Выбрать главу

XXIII. Воззрения едгинского пророка относительно прав животных

Из предыдущих глав видно, что едгинцы — народ кроткий и многострадальный; их легко провести за нос; они готовы принести в жертву здравый смысл, возложив его на алтарь в храме логики; надо только, чтоб явился средь них философ, создал небывалое учение и, завоевав репутацию пророка, сбил их с пути или убедил, что их учреждения не основаны на строжайших принципах нравственности.

Ряд пертурбаций, которых я сейчас коснусь, демонстрируют это даже яснее, чем более поздняя смута, в ходе которой они резали друг другу глотки из-за машин; ибо если бы второй из двух реформаторов, о ком я собираюсь рассказать, увлек их на стезю, которую считал — или делал вид, что считает — единственно верной, всё их племя вымерло бы от голода в течение года. К счастью, здравый смысл, хотя по природе он — кротчайшее из живущих созданий, способен, ощутив нож у горла, найти в себе неожиданные силы и волю к сопротивлению и обращает доктринеров в бегство, даже когда тем кажется, что они связали его по рукам и ногам и он полностью в их власти. А случилось, насколько я смог выведать у знатоков, следующее.

Примерно две с половиной тысячи лет назад едгинцы были нецивилизованными и жили за счет охоты, рыбалки, примитивного земледелия и ограбления других племен, еще не полностью ими покоренных.
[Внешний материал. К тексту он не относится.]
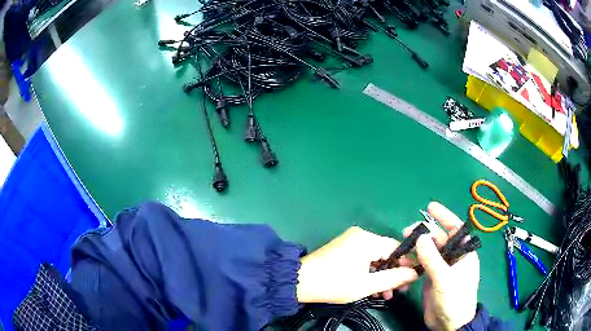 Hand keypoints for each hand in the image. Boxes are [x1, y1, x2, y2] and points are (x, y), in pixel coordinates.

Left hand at [296, 226, 417, 303]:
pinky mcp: (344, 248)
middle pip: (386, 253)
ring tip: (385, 294)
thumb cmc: (334, 283)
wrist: (299, 281)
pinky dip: (370, 272)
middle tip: (398, 291)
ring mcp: (351, 241)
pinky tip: (372, 288)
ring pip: (375, 257)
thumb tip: (415, 273)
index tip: (410, 280)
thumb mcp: (367, 285)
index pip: (397, 247)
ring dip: (381, 275)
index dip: (406, 264)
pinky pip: (364, 258)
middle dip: (393, 273)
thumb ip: (394, 278)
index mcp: (367, 239)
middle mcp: (361, 235)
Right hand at [403, 202, 479, 330]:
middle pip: (439, 239)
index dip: (444, 216)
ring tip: (402, 251)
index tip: (430, 206)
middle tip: (406, 232)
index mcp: (464, 253)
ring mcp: (442, 267)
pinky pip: (422, 263)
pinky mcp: (432, 277)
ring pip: (428, 251)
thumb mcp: (444, 279)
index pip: (456, 229)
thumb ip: (432, 258)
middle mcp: (453, 257)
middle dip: (424, 234)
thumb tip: (420, 236)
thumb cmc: (454, 299)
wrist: (448, 324)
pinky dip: (413, 261)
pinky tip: (404, 262)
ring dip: (415, 249) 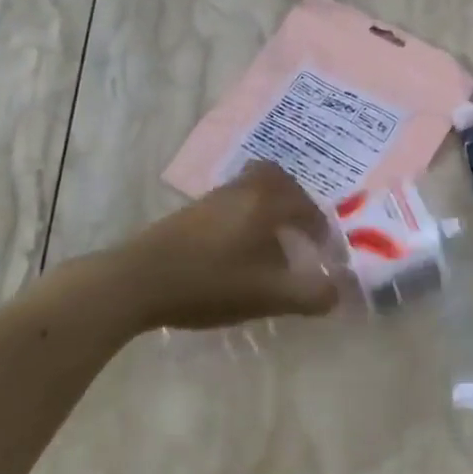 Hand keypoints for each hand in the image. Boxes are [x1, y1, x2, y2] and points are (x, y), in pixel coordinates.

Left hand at [107, 163, 341, 331]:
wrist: (136, 281)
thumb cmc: (211, 282)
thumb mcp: (269, 295)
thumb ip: (310, 295)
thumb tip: (336, 293)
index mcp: (266, 202)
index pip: (306, 205)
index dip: (320, 228)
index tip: (323, 251)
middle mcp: (242, 190)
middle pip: (275, 178)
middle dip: (293, 200)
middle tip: (299, 228)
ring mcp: (212, 198)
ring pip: (250, 189)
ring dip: (266, 208)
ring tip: (270, 242)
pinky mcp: (189, 213)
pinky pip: (230, 202)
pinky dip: (244, 216)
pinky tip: (237, 250)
У них не было ни школ, ни философских систем, но, ведомые чутьем наподобие собачьего, они всё делали правильно — со своей точки зрения и с точки зрения соседей; здравый смысл народа еще не подвергся извращениям, и на преступления и болезни смотрели так же, как и в других странах.

Но по мере поступательного движения цивилизации и роста материального благосостояния люди начали задаваться вопросами по поводу вещей, которые до того воспринимались ими как нечто само собой разумеющееся; и вот, пожилой джентльмен, имевший большое влияние по причине святости жизни и предполагаемой вдохновленности незримой силой, чье существование к тому времени начали ощущать, вбил им в голову, что пора им обеспокоиться правами животных — вопрос, который до тех пор никого не волновал.

Пророки, кто больше, кто меньше, склонны к суетливости, и этот джентльмен, похоже, был одним из самых нервных. Живя за общественный счет, он располагал неограниченным досугом и, не желая замыкаться на правах животных, пожелал сформулировать правила, определяющие, что хорошо и что плохо, а также рассмотреть, что лежит в основе понятий «долг», «добро» и «зло» — иначе говоря, подвести логический базис под всё, что люди, живущие по принципу «время — деньги», принимают как есть, без всякого базиса.

И ясное дело, базис, на котором, по его мнению, должно было покоиться понятие долга, не оставлял места для множества устоявшихся обычаев. Традиции эти, уверял он, все скверные, а если кто-то брал на себя риск с ним не согласиться, он тут же передавал дело на рассмотрение незримой силе, с которой он один и находился в непосредственном общении, и незримая сила неизменно заверяла, что его точка зрения верна. Что касается прав животных, он проповедовал следующее.

«Убивать друг друга — дело дурное. Во времена оны праотцы ничуть не стеснялись не только убивать ближних, но и поедать их тела. Никто не собирается воскрешать столь омерзительные обычаи, ибо не подлежит сомнению, что мы зажили куда счастливей, с тех пор как от них отказались. Из того, насколько возросло благодаря этому благоденствие, мы можем с уверенностью вывести правило, что убивать и поедать ближних нельзя. Я обратился за советом к высшей силе, которая меня вдохновляет, и она заверила, что вывод сей неопровержим.

Невозможно отрицать, что овцы, коровы, олени, птицы и рыбы суть наши ближние. Они отличаются от нас в некоторых отношениях, но отличия эти немногочисленны и второстепенны, тогда как черты, для нас и для них общие, многочисленны и существенны. Если скверно было убивать и поедать ближних людей, то не менее скверно убивать и съедать рыбу, птицу и мясной скот. Птицы, животные и рыбы имеют такое же право жить, доколе смогут, непотревоженные человеком, как человек имеет право жить, не боясь посягательств со стороны ближних. Эти слова, позвольте еще раз заверить вас, принадлежат не мне, но высшей силе, меня вдохновляющей.